La identidad es múltiple, heterogénea, conflictiva y caótica. El nombre propio no hace más que fingir unidad en aquello que no puede tenerlo, flujo que escapa al anhelo de ser nombrado. Entonces, no hay que recordar que “somos uno”, sino reconocer que nunca lo fuimos. La matriz ya es una sociedad anónima, antes de administrarse la sustancia. De hecho, es el desdoblamiento el que crea retrospectivamente la ilusión de identidad, de presencia a sí, de unidad. La sustancia desustancializa, es decir, termina con el sueño del “yo”.
Por lo
tanto, ya hemos adquirido y hecho uso de la sustancia, incluso antes de saber
de su existencia. Porque esta comunidad polémica que nos constituye implica una
multiplicidad de rostros, de máscaras, de personas, que carecen de centro
aglutinante y rector. Al maquillarnos, al vestirnos, al asumir ciertos gestos,
determinados tonos de voz, cierto vocabulario, no hacemos más que desdoblarnos
en roles que no son propios, pero que no por eso nos resultan extranjeros. Papeles
que desempeñamos mientras estos se autonomizan y entran en un conflicto
irreductible entre sí, sometiéndose unos a otros, subyugándose, aniquilándose
entre sí.
¿Hay al
menos un mismo cuerpo? En su materialidad, nuestro cuerpo está sometido al paso
constante del tiempo, por lo que no puede nunca permanecer idéntico a sí mismo.
A su vez, el cuerpo no puede escindirse de la supuesta identidad, incluso de
aquella atribuible a cada uno de los roles que nos constituyen.
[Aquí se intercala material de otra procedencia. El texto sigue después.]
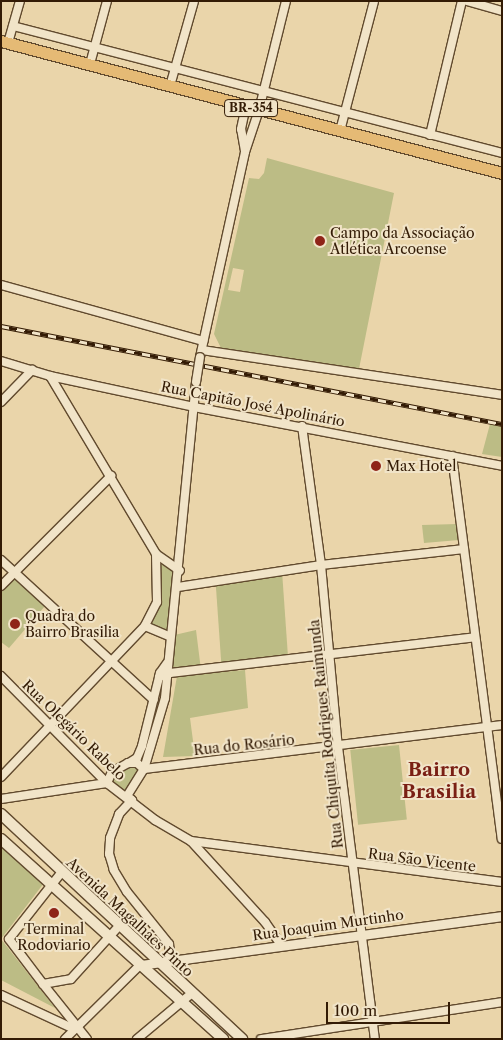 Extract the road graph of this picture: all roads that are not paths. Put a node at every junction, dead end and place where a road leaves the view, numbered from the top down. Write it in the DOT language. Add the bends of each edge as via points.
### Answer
graph roads {
  1 [pos="20,1"];
  2 [pos="106,1"];
  3 [pos="194,1"];
  4 [pos="286,1"];
  5 [pos="374,1"];
  6 [pos="462,1"];
  7 [pos="467,1"];
  8 [pos="502,10"];
  9 [pos="13,26"];
  10 [pos="5,42"];
  11 [pos="95,45"];
  12 [pos="90,64"];
  13 [pos="176,66"];
  14 [pos="170,86"];
  15 [pos="264,89"];
  16 [pos="246,106"];
  17 [pos="260,110"];
  18 [pos="346,113"];
  19 [pos="340,131"];
  20 [pos="430,135"];
  21 [pos="245,152"];
  22 [pos="502,153"];
  23 [pos="502,173"];
  24 [pos="1,285"];
  25 [pos="203,341"];
  26 [pos="201,354"];
  27 [pos="1,361"];
  28 [pos="32,370"];
  29 [pos="50,376"];
  30 [pos="502,395"];
  31 [pos="1,402"];
  32 [pos="194,407"];
  33 [pos="302,426"];
  34 [pos="452,456"];
  35 [pos="502,466"];
  36 [pos="112,476"];
  37 [pos="464,549"];
  38 [pos="156,554"];
  39 [pos="1,560"];
  40 [pos="321,565"];
  41 [pos="180,571"];
  42 [pos="14,572"];
  43 [pos="1,586"];
  44 [pos="178,587"];
  45 [pos="145,626"];
  46 [pos="169,636"];
  47 [pos="475,637"];
  48 [pos="328,656"];
  49 [pos="167,662"];
  50 [pos="113,663"];
  51 [pos="170,673"];
  52 [pos="1,676"];
  53 [pos="160,677"];
  54 [pos="154,700"];
  55 [pos="52,725"];
  56 [pos="502,725"];
  57 [pos="487,727"];
  58 [pos="338,747"];
  59 [pos="128,763"];
  60 [pos="144,766"];
  61 [pos="1,777"];
  62 [pos="107,783"];
  63 [pos="1,799"];
  64 [pos="132,800"];
  65 [pos="1,814"];
  66 [pos="1,839"];
  67 [pos="502,839"];
  68 [pos="191,841"];
  69 [pos="353,865"];
  70 [pos="61,873"];
  71 [pos="502,882"];
  72 [pos="50,884"];
  73 [pos="502,916"];
  74 [pos="119,926"];
  75 [pos="362,934"];
  76 [pos="109,937"];
  77 [pos="281,945"];
  78 [pos="171,959"];
  79 [pos="158,961"];
  80 [pos="140,965"];
  81 [pos="168,970"];
  82 [pos="157,980"];
  83 [pos="43,984"];
  84 [pos="192,993"];
  85 [pos="1,995"];
  86 [pos="181,1002"];
  87 [pos="502,1002"];
  88 [pos="373,1022"];
  89 [pos="75,1028"];
  90 [pos="65,1039"];
  91 [pos="87,1039"];
  92 [pos="137,1039"];
  93 [pos="223,1039"];
  94 [pos="242,1039"];
  95 [pos="261,1039"];
  96 [pos="375,1039"];
  1 -- 9 [label="street"];
  2 -- 11 [label="street"];
  3 -- 13 [label="street"];
  4 -- 15 [label="street"];
  5 -- 18 [label="street"];
  6 -- 20 [label="street"];
  7 -- 8 [label="street"];
  9 -- 10 [label="street"];
  9 -- 11 [label="street"];
  10 -- 12 [label="main road, BR-354"];
  11 -- 12 [label="street"];
  11 -- 13 [label="street"];
  12 -- 14 [label="main road, BR-354"];
  13 -- 14 [label="street"];
  13 -- 15 [label="street"];
  14 -- 16 [label="main road, BR-354"];
  15 -- 17 [label="street"];
  15 -- 18 [label="street"];
  16 -- 17 [label="main road, BR-354"];
  16 -- 21 [label="street" via="241,130"];
  17 -- 19 [label="main road, BR-354"];
  17 -- 21 [label="street"];
  18 -- 19 [label="street"];
  18 -- 20 [label="street"];
  19 -- 23 [label="main road, BR-354"];
  20 -- 22 [label="street"];
  21 -- 25 [label="street"];
  24 -- 25 [label="street"];
  25 -- 26 [label="street"];
  26 -- 30 [label="street"];
  26 -- 32 [label="street, bridge"];
  27 -- 28 [label="street, Rua Capitão José Apolinário"];
  28 -- 29 [label="street, Rua Capitão José Apolinário"];
  28 -- 31 [label="street"];
  29 -- 32 [label="street, Rua Capitão José Apolinário"];
  29 -- 36 [label="street" via="73,418"];
  32 -- 33 [label="street, Rua Capitão José Apolinário"];
  32 -- 41 [label="street"];
  33 -- 34 [label="street, Rua Capitão José Apolinário"];
  33 -- 40 [label="street, Rua Chiquita Rodrigues Raimunda"];
  34 -- 35 [label="street, Rua Capitão José Apolinário"];
  34 -- 37 [label="street"];
  36 -- 38 [label="street"];
  36 -- 42 [label="street"];
  37 -- 40 [label="street"];
  37 -- 47 [label="street"];
  38 -- 41 [label="street"];
  38 -- 45 [label="street" via="157,602"];
  39 -- 42 [label="street"];
  40 -- 44 [label="street"];
  40 -- 48 [label="street, Rua Chiquita Rodrigues Raimunda"];
  41 -- 44 [label="street"];
  42 -- 43 [label="street"];
  42 -- 50 [label="street"];
  44 -- 46 [label="street"];
  45 -- 46 [label="street"];
  45 -- 50 [label="street"];
  46 -- 49 [label="street"];
  47 -- 48 [label="street"];
  47 -- 57 [label="street"];
  48 -- 51 [label="street"];
  48 -- 58 [label="street, Rua Chiquita Rodrigues Raimunda"];
  49 -- 51 [label="street"];
  49 -- 53 [label="street"];
  50 -- 54 [label="street"];
  50 -- 55 [label="street"];
  51 -- 53 [label="street"];
  51 -- 60 [label="street"];
  52 -- 55 [label="street, Rua Olegário Rabelo"];
  53 -- 54 [label="street"];
  54 -- 59 [label="street" via="137,758"];
  55 -- 61 [label="street"];
  55 -- 62 [label="street, Rua Olegário Rabelo"];
  56 -- 57 [label="street, Rua do Rosário"];
  57 -- 58 [label="street, Rua do Rosário"];
  57 -- 67 [label="street"];
  58 -- 60 [label="street, Rua do Rosário"];
  58 -- 69 [label="street, Rua Chiquita Rodrigues Raimunda"];
  59 -- 60 [label="street, Rua do Rosário"];
  59 -- 62 [label="street" via="112,772"];
  60 -- 64 [label="street" via="127,796"];
  62 -- 63 [label="street"];
  62 -- 64 [label="street, Rua Olegário Rabelo"];
  64 -- 68 [label="street, Rua Olegário Rabelo" via="155,820"];
  64 -- 78 [label="street" via="114,825 109,854 127,892 169,944"];
  65 -- 70 [label="main road, Avenida Magalhães Pinto"];
  66 -- 72 [label="main road, Avenida Magalhães Pinto"];
  68 -- 69 [label="street, Rua São Vicente"];
  68 -- 77 [label="street, Rua Olegário Rabelo" via="265,922"];
  69 -- 71 [label="street, Rua São Vicente"];
  69 -- 75 [label="street, Rua Chiquita Rodrigues Raimunda"];
  70 -- 72 [label="street"];
  70 -- 74 [label="main road, Avenida Magalhães Pinto"];
  72 -- 76 [label="main road, Avenida Magalhães Pinto"];
  72 -- 83 [label="street" via="9,939"];
  73 -- 75 [label="street, Rua Joaquim Murtinho"];
  74 -- 76 [label="street"];
  74 -- 79 [label="main road, Avenida Magalhães Pinto"];
  75 -- 77 [label="street, Rua Joaquim Murtinho"];
  75 -- 88 [label="street, Rua Chiquita Rodrigues Raimunda"];
  76 -- 80 [label="main road, Avenida Magalhães Pinto"];
  76 -- 83 [label="street" via="71,979"];
  77 -- 78 [label="street, Rua Joaquim Murtinho"];
  78 -- 79 [label="street, Rua Joaquim Murtinho"];
  79 -- 80 [label="street, Rua Joaquim Murtinho"];
  79 -- 81 [label="main road, Avenida Magalhães Pinto"];
  80 -- 82 [label="main road, Avenida Magalhães Pinto"];
  80 -- 89 [label="street"];
  81 -- 82 [label="main road"];
  81 -- 84 [label="main road, Avenida Magalhães Pinto"];
  82 -- 86 [label="main road, Avenida Magalhães Pinto"];
  83 -- 89 [label="street"];
  84 -- 86 [label="street"];
  84 -- 94 [label="main road, Avenida Magalhães Pinto"];
  85 -- 89 [label="street"];
  86 -- 92 [label="street"];
  86 -- 93 [label="main road, Avenida Magalhães Pinto"];
  87 -- 88 [label="street"];
  88 -- 95 [label="street"];
  88 -- 96 [label="street, Rua Chiquita Rodrigues Raimunda"];
  89 -- 90 [label="street"];
  89 -- 91 [label="street"];
}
Otro cuerpo es
otro, siempre, porque el cuerpo es la extensión del alma. En su devenir, el
cuerpo arrastra entonces al uno, fragmentándolo en piezas que no componen una
figura y que no cesan de multiplicarse. Pretender subyugarlo, gobernarlo,
hacerlo respetar un equilibro, una norma, un ritmo, no es más que un simulacro
que refleja el fracaso asegurado. ¿Quién decide? El cuerpo soberano, siempre
múltiple, siempre plural, siempre contradictorio.
¿Quiénes
somos entonces? El monstruo Elisasue, desde siempre, que asume distintas
máscaras para estabilizarse momentáneamente en una persona. ¿Qué hacer con esta sociedad anónima que
somos? Reconocerla, explicitarla, sin pretender armonizarla ahogando el conflicto
constitutivo, sino trabajando por una convivencia polémica que resista a
cualquier tiranía, a cualquier imposición de uno de los personajes que nos
habitan, experimentando ese ser-con la alteridad que llamamos “yo”.
PD: Por
supuesto que la sustancia nos habla de la mujer, de lo femenino, de la
violencia estructural que rige nuestras sociedades patriarcales y radicaliza
esa fragmentación al volcarse sobre ciertos cuerpos. El odio vuelto sobre sí,
el desprecio del cuerpo, el deseo de extinguir a esa supuesta matriz que
envejece, el reconocimiento del otro que confirma el estereotipo y la cercanía
a este ideal (nunca alcanzado), la vergüenza constante ante el propio cuerpo,
la industria montada sobre esta exclusión, son algunas de las lecciones que
atraviesan el film. Pero aquí encontramos un problema, una duda, una cuestión.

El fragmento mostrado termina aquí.